Les Japonais n’entrent en scène qu’à la page 59, quand elle est entrée à l’école primaire. Souvenez-vous : les enfants s’exprimaient tous en coréen. Les autorités devaient donc éduquer les enfants pour en faire de parfaits « Japonais », quoi que cela puisse vouloir dire, tout du moins. Ils devaient leur apprendre à devenir des citoyens impériaux. Il existe des constructions sociales, qu’il s’agisse de la race, du genre masculin ou féminin, de la tribu, de l’identité, et le gouvernement japonais devait “créer” des citoyens, les façonner. Il est vrai que la superficialité choquante du colonialisme ne nous apparaît pas seulement à nous, un siècle après. Les enfants eux-mêmes en avaient conscience.
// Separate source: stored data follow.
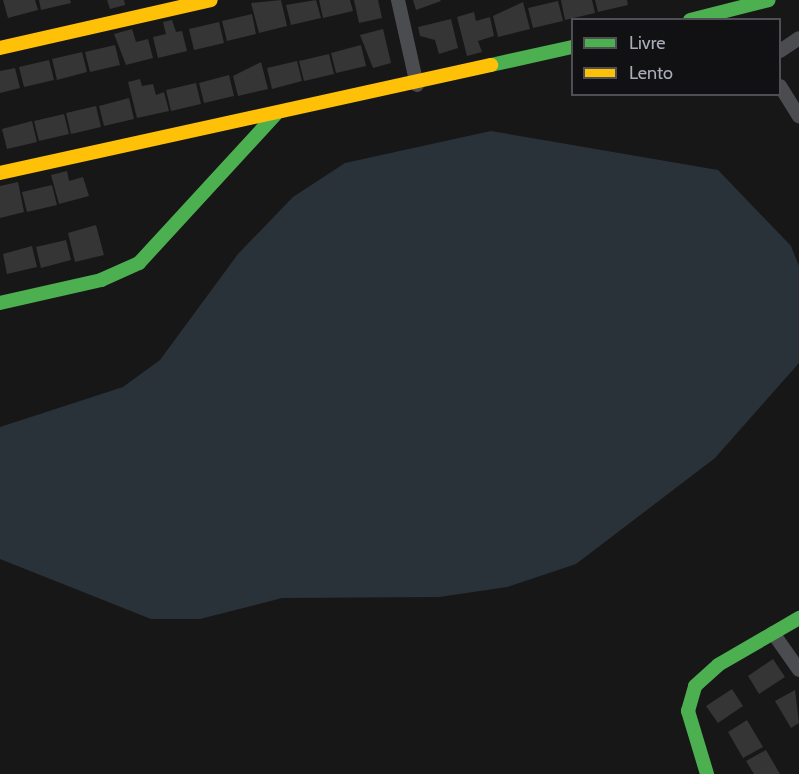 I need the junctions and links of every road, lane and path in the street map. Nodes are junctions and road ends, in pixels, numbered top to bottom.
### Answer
1 (212, 0) edge
2 (398, 0) edge
3 (769, 0) edge
4 (733, 15) edge
5 (707, 18) edge
6 (799, 38) edge
7 (0, 48) edge
8 (571, 48) edge
9 (781, 50) edge
10 (417, 84) junction
11 (781, 88) edge
12 (276, 114) junction
13 (799, 116) edge
14 (0, 173) edge
15 (0, 303) edge
16 (799, 618) edge
17 (773, 633) junction
18 (799, 670) edge
19 (705, 768) edge
20 (714, 774) edge

1 - 7 street
2 - 10 street
3 - 4 street
4 - 5 street
6 - 9 street
8 - 10 street
10 - 12 street
11 - 13 street
12 - 14 street
12 - 15 street
16 - 17 street
17 - 18 street
17 - 19 street
19 - 20 street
“Le premier mois, nous n’avons pas eu classe. Nous sommes restées dans la cour où nous avons chanté et joué, et la maîtresse nous a montré toutes les installations de l’école dont elle nous a appris le nom japonais ». Nous adoptons le point de vue d’une enfant, innocente et joyeuse dans le cas de Wan-suh Park. En tant qu’adultes, nous avons conscience de la terrible réalité du système impérialiste colonial. Cela revient à regarder Ozymandias (NDLT :"Ozymandias" est un poème de Percy Bysshe Shelley) construire sa statue, tout en connaissant l’issue finale.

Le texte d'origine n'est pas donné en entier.